> **What the task asks**: Look for the word "Magnolia" in the entries and copy each line where it appears.

(Data extracted from a collection)

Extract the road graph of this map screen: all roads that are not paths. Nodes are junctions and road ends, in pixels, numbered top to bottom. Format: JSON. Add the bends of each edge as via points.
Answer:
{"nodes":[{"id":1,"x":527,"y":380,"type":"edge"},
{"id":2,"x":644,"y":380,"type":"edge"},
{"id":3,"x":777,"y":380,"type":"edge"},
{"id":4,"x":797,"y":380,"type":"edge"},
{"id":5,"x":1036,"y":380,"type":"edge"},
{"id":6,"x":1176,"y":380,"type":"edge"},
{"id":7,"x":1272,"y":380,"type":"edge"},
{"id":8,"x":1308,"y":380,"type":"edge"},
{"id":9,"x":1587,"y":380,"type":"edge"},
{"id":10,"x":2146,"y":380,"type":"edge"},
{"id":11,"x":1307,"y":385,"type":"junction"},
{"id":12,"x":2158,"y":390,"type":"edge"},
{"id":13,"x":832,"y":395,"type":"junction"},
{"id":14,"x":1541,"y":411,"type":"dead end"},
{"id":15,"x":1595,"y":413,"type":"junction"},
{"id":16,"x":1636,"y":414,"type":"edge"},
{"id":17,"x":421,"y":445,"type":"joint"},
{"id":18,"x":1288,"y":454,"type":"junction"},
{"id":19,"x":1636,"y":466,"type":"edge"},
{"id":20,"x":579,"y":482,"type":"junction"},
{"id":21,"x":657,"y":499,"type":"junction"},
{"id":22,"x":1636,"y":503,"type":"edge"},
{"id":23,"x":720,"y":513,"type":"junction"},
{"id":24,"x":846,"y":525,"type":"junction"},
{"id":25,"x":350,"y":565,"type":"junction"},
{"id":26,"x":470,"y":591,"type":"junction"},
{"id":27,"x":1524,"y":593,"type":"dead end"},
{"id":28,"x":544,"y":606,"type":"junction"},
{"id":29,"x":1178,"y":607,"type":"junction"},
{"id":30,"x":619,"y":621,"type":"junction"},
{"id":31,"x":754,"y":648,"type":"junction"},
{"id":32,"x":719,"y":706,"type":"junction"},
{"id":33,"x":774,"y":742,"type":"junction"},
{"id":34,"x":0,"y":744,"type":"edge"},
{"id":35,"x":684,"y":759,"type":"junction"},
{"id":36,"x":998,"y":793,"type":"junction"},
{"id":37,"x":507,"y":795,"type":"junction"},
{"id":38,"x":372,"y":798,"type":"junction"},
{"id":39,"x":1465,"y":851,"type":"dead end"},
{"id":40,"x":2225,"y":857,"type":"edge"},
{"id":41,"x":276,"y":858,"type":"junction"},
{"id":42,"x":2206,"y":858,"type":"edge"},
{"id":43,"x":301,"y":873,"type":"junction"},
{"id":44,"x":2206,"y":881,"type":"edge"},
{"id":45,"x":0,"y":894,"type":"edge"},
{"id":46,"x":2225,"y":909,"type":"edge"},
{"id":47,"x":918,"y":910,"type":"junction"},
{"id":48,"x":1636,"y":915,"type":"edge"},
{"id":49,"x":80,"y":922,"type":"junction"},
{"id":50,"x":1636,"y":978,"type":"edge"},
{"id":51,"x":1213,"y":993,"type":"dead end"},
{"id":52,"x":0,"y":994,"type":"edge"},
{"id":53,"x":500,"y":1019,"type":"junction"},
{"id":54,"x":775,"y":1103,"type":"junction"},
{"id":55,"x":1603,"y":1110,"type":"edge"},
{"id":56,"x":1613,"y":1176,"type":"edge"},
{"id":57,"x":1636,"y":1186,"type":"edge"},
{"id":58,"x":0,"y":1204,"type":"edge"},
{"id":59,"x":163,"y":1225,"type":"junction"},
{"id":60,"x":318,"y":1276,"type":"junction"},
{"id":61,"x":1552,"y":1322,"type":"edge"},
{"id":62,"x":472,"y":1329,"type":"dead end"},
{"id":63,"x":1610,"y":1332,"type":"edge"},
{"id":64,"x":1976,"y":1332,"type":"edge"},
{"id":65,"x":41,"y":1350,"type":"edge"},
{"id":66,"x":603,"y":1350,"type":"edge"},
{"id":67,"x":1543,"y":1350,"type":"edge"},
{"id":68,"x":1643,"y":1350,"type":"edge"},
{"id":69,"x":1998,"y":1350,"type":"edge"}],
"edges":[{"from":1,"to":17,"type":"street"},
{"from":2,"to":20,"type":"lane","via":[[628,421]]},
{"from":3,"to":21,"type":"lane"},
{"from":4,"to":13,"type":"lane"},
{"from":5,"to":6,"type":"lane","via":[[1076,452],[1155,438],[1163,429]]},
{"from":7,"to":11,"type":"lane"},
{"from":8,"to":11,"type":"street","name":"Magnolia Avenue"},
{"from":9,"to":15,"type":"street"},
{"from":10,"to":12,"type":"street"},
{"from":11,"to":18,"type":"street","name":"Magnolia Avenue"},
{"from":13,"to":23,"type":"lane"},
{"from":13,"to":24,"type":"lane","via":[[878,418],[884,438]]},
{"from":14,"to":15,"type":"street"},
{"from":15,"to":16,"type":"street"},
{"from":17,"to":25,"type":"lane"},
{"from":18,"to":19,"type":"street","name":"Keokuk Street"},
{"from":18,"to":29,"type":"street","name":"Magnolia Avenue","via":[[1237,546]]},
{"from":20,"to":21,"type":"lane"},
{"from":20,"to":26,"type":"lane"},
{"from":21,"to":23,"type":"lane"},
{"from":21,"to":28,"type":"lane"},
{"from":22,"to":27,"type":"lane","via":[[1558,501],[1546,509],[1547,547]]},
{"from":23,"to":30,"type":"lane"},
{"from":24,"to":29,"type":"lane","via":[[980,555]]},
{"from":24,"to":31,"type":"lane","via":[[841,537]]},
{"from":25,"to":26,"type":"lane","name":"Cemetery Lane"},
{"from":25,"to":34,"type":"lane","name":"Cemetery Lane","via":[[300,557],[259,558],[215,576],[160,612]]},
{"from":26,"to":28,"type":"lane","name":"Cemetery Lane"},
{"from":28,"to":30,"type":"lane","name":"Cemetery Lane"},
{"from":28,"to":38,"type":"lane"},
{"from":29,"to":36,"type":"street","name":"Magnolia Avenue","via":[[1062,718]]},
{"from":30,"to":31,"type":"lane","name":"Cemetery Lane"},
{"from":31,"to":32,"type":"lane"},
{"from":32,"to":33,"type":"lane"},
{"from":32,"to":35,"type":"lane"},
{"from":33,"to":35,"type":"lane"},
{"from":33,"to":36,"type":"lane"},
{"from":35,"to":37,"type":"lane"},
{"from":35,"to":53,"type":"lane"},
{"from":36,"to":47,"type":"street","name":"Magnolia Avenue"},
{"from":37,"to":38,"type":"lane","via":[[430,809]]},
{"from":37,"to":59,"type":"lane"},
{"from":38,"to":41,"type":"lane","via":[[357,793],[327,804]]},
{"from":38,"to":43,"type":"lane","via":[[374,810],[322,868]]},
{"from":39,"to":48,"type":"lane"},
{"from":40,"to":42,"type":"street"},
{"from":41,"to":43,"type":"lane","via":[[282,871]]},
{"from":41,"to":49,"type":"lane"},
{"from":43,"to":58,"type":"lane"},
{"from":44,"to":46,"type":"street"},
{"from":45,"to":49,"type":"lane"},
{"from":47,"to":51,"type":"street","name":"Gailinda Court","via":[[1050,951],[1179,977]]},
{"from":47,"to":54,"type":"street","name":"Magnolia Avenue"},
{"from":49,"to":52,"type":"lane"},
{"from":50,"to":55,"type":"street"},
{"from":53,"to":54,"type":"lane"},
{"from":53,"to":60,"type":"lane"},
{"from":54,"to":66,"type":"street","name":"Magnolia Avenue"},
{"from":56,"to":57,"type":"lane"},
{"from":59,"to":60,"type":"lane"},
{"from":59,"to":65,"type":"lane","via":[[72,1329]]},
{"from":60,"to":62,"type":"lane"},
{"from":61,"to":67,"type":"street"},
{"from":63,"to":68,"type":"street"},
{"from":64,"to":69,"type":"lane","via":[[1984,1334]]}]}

> **Finished exercise**:
{"from":8,"to":11,"type":"street","name":"Magnolia Avenue"},
{"from":11,"to":18,"type":"street","name":"Magnolia Avenue"},
{"from":18,"to":29,"type":"street","name":"Magnolia Avenue","via":[[1237,546]]},
{"from":29,"to":36,"type":"street","name":"Magnolia Avenue","via":[[1062,718]]},
{"from":36,"to":47,"type":"street","name":"Magnolia Avenue"},
{"from":47,"to":54,"type":"street","name":"Magnolia Avenue"},
{"from":54,"to":66,"type":"street","name":"Magnolia Avenue"},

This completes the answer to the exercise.